Directions:
Would you return the records below character for character, without any images?

Data in this exercise:
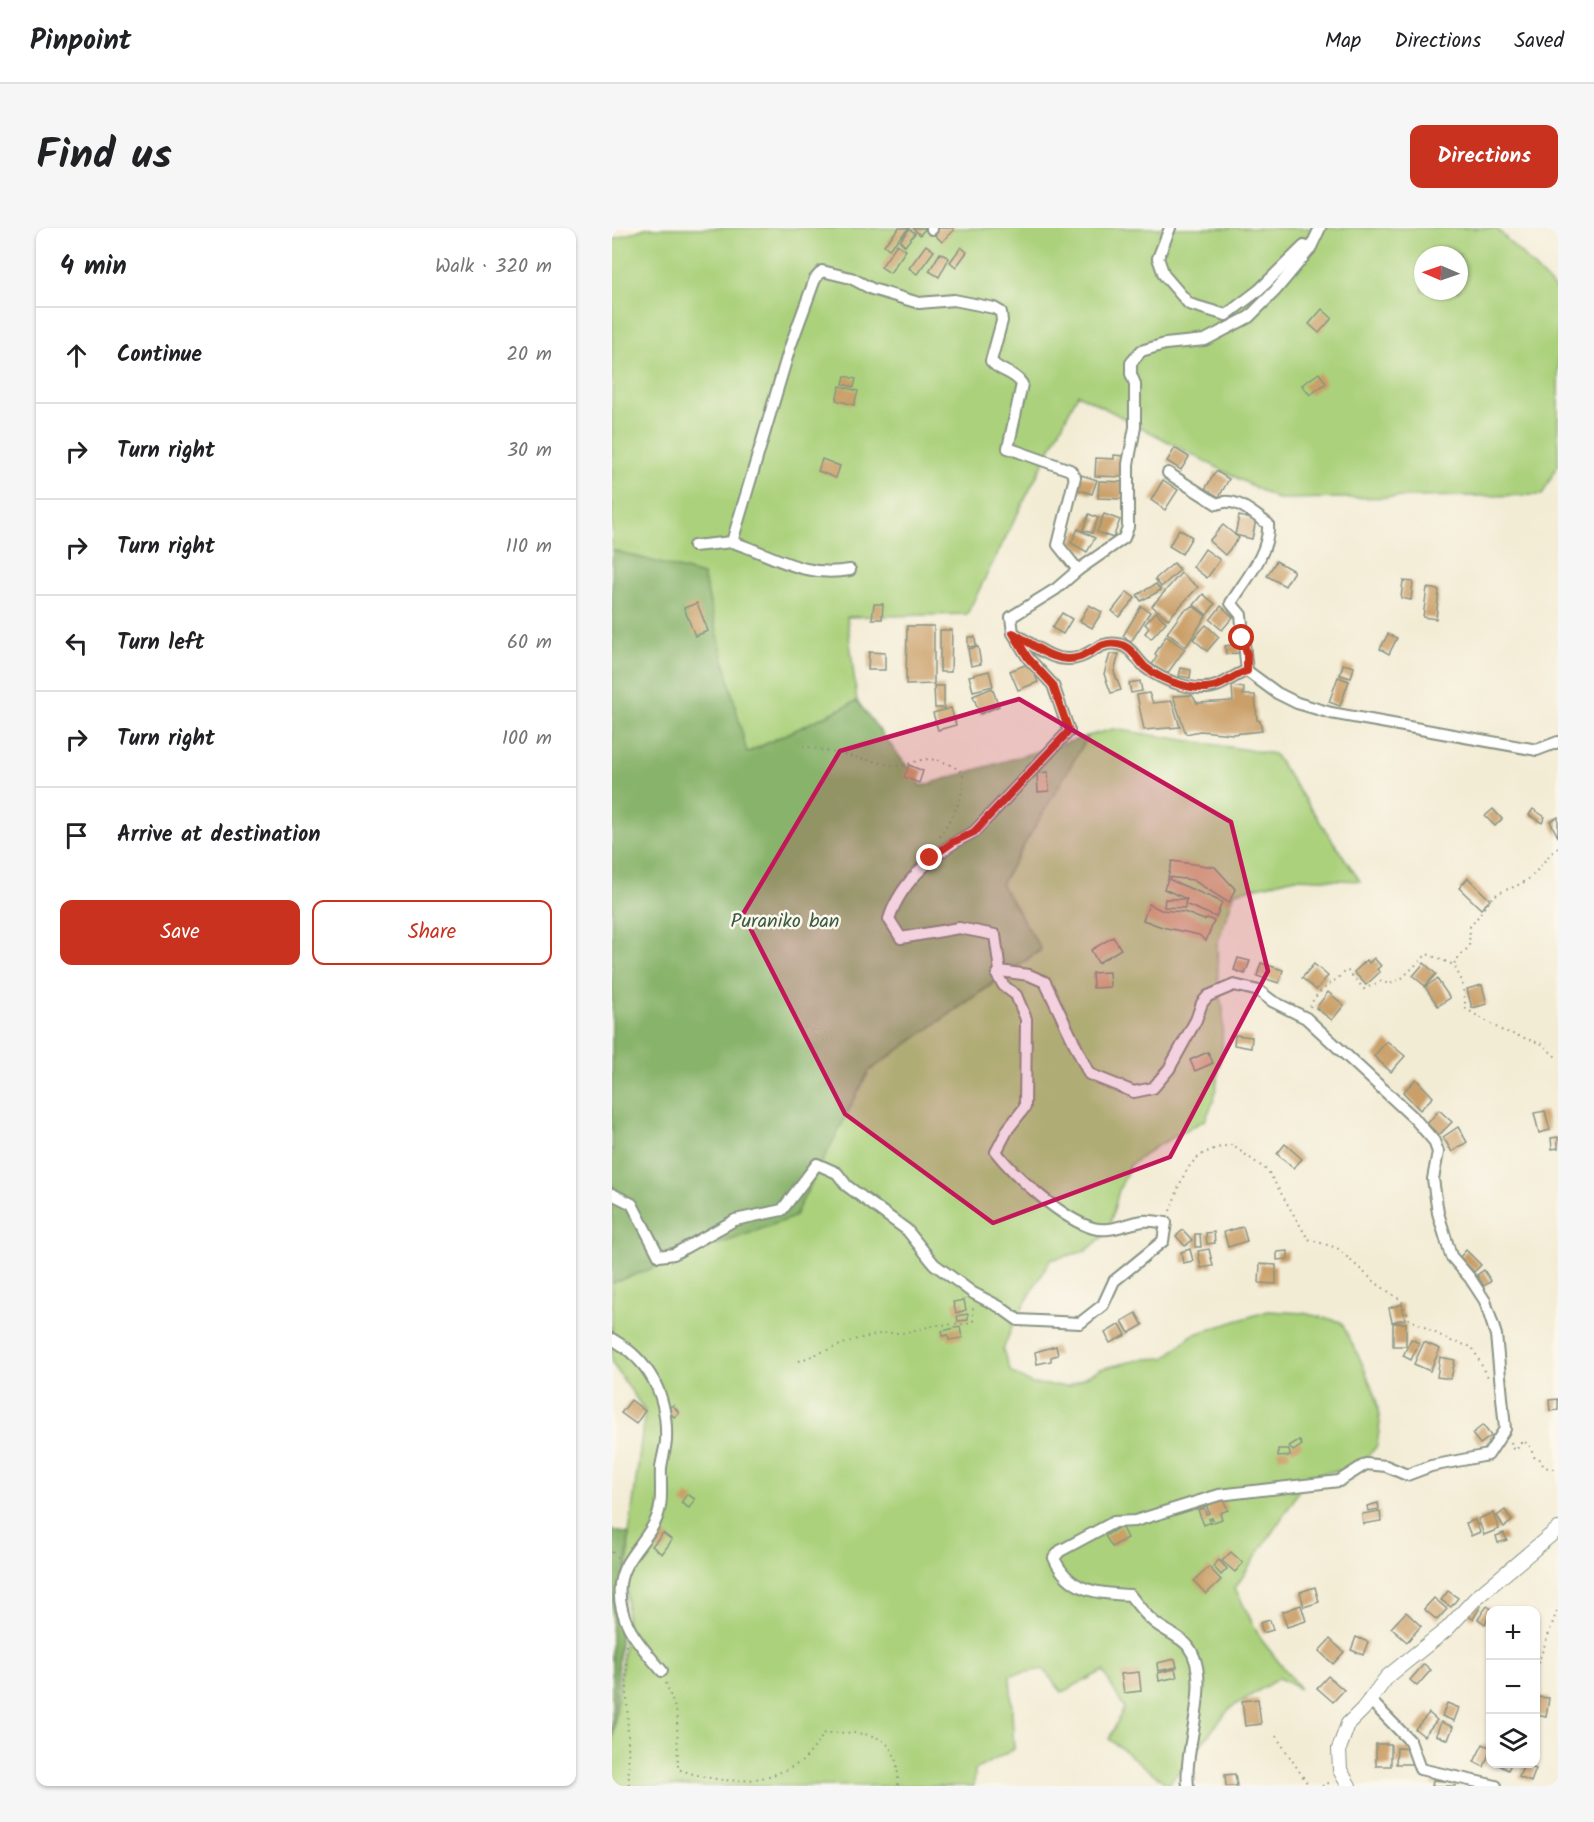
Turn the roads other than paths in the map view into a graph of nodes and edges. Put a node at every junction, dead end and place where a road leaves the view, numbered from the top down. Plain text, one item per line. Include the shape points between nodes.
1 (1170, 228) edge
2 (1320, 228) edge
3 (1310, 249) junction
4 (1168, 473) dead end
5 (732, 542) junction
6 (694, 546) dead end
7 (850, 570) dead end
8 (1078, 570) junction
9 (1013, 633) junction
10 (1247, 671) junction
11 (1558, 742) edge
12 (1000, 971) junction
13 (612, 1194) edge
14 (612, 1339) edge
15 (1558, 1529) edge
16 (662, 1671) road end
17 (1369, 1699) junction
18 (1188, 1786) edge
19 (1350, 1786) edge
20 (1496, 1786) edge

1 - 3 street via 1158,258 1164,275 1189,304 1226,315 1259,290 1304,246
2 - 3 street
3 - 8 street via 1249,317 1205,340 1140,351 1131,363 1135,427 1128,464 1128,527 1124,538
4 - 10 street via 1217,504 1234,502 1268,524 1269,537 1262,552 1231,603 1241,615
5 - 6 street
5 - 7 street via 801,568 827,574
5 - 8 street via 790,346 815,279 822,271 919,303 954,300 1001,312 991,361 994,366 1010,371 1022,384 1008,448 1070,470 1075,477 1058,545
8 - 9 street via 1011,617
9 - 10 street via 1046,654 1061,658 1079,658 1099,645 1126,645 1147,668 1198,689 1220,685
9 - 12 street via 1028,658 1053,685 1069,731 974,832 930,858 895,900 889,919 901,938 959,928 995,934
10 - 11 street via 1287,698 1331,713 1537,750
12 - 13 street via 997,975 1017,995 1026,1019 1025,1107 996,1152 1016,1176 1055,1206 1094,1228 1166,1222 1163,1241 1114,1281 1103,1305 1080,1323 1018,1320 973,1293 934,1264 907,1230 847,1186 837,1173 817,1164 782,1210 735,1220 674,1254 659,1256 632,1204
12 - 18 street via 1029,975 1045,982 1089,1074 1134,1092 1153,1088 1169,1069 1202,1003 1218,991 1234,985 1259,991 1306,1018 1434,1141 1438,1152 1433,1179 1438,1213 1451,1256 1485,1301 1496,1335 1504,1429 1488,1455 1407,1475 1386,1466 1366,1464 1339,1481 1219,1495 1135,1521 1114,1522 1054,1558 1061,1572 1093,1593 1130,1594 1151,1620 1187,1644 1197,1664 1197,1697 1186,1771
14 - 16 street via 633,1351 656,1384 666,1440 661,1469 663,1493 656,1520 625,1566 620,1586 626,1626
15 - 17 street via 1387,1677
17 - 19 street via 1347,1724 1339,1749 1341,1770
17 - 20 street via 1410,1742 1420,1769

Task answer:
Turn the roads other than paths in the map view into a graph of nodes and edges. Put a node at every junction, dead end and place where a road leaves the view, numbered from the top down. Plain text, one item per line. Include the shape points between nodes.
1 (1170, 228) edge
2 (1320, 228) edge
3 (1310, 249) junction
4 (1168, 473) dead end
5 (732, 542) junction
6 (694, 546) dead end
7 (850, 570) dead end
8 (1078, 570) junction
9 (1013, 633) junction
10 (1247, 671) junction
11 (1558, 742) edge
12 (1000, 971) junction
13 (612, 1194) edge
14 (612, 1339) edge
15 (1558, 1529) edge
16 (662, 1671) road end
17 (1369, 1699) junction
18 (1188, 1786) edge
19 (1350, 1786) edge
20 (1496, 1786) edge

1 - 3 street via 1158,258 1164,275 1189,304 1226,315 1259,290 1304,246
2 - 3 street
3 - 8 street via 1249,317 1205,340 1140,351 1131,363 1135,427 1128,464 1128,527 1124,538
4 - 10 street via 1217,504 1234,502 1268,524 1269,537 1262,552 1231,603 1241,615
5 - 6 street
5 - 7 street via 801,568 827,574
5 - 8 street via 790,346 815,279 822,271 919,303 954,300 1001,312 991,361 994,366 1010,371 1022,384 1008,448 1070,470 1075,477 1058,545
8 - 9 street via 1011,617
9 - 10 street via 1046,654 1061,658 1079,658 1099,645 1126,645 1147,668 1198,689 1220,685
9 - 12 street via 1028,658 1053,685 1069,731 974,832 930,858 895,900 889,919 901,938 959,928 995,934
10 - 11 street via 1287,698 1331,713 1537,750
12 - 13 street via 997,975 1017,995 1026,1019 1025,1107 996,1152 1016,1176 1055,1206 1094,1228 1166,1222 1163,1241 1114,1281 1103,1305 1080,1323 1018,1320 973,1293 934,1264 907,1230 847,1186 837,1173 817,1164 782,1210 735,1220 674,1254 659,1256 632,1204
12 - 18 street via 1029,975 1045,982 1089,1074 1134,1092 1153,1088 1169,1069 1202,1003 1218,991 1234,985 1259,991 1306,1018 1434,1141 1438,1152 1433,1179 1438,1213 1451,1256 1485,1301 1496,1335 1504,1429 1488,1455 1407,1475 1386,1466 1366,1464 1339,1481 1219,1495 1135,1521 1114,1522 1054,1558 1061,1572 1093,1593 1130,1594 1151,1620 1187,1644 1197,1664 1197,1697 1186,1771
14 - 16 street via 633,1351 656,1384 666,1440 661,1469 663,1493 656,1520 625,1566 620,1586 626,1626
15 - 17 street via 1387,1677
17 - 19 street via 1347,1724 1339,1749 1341,1770
17 - 20 street via 1410,1742 1420,1769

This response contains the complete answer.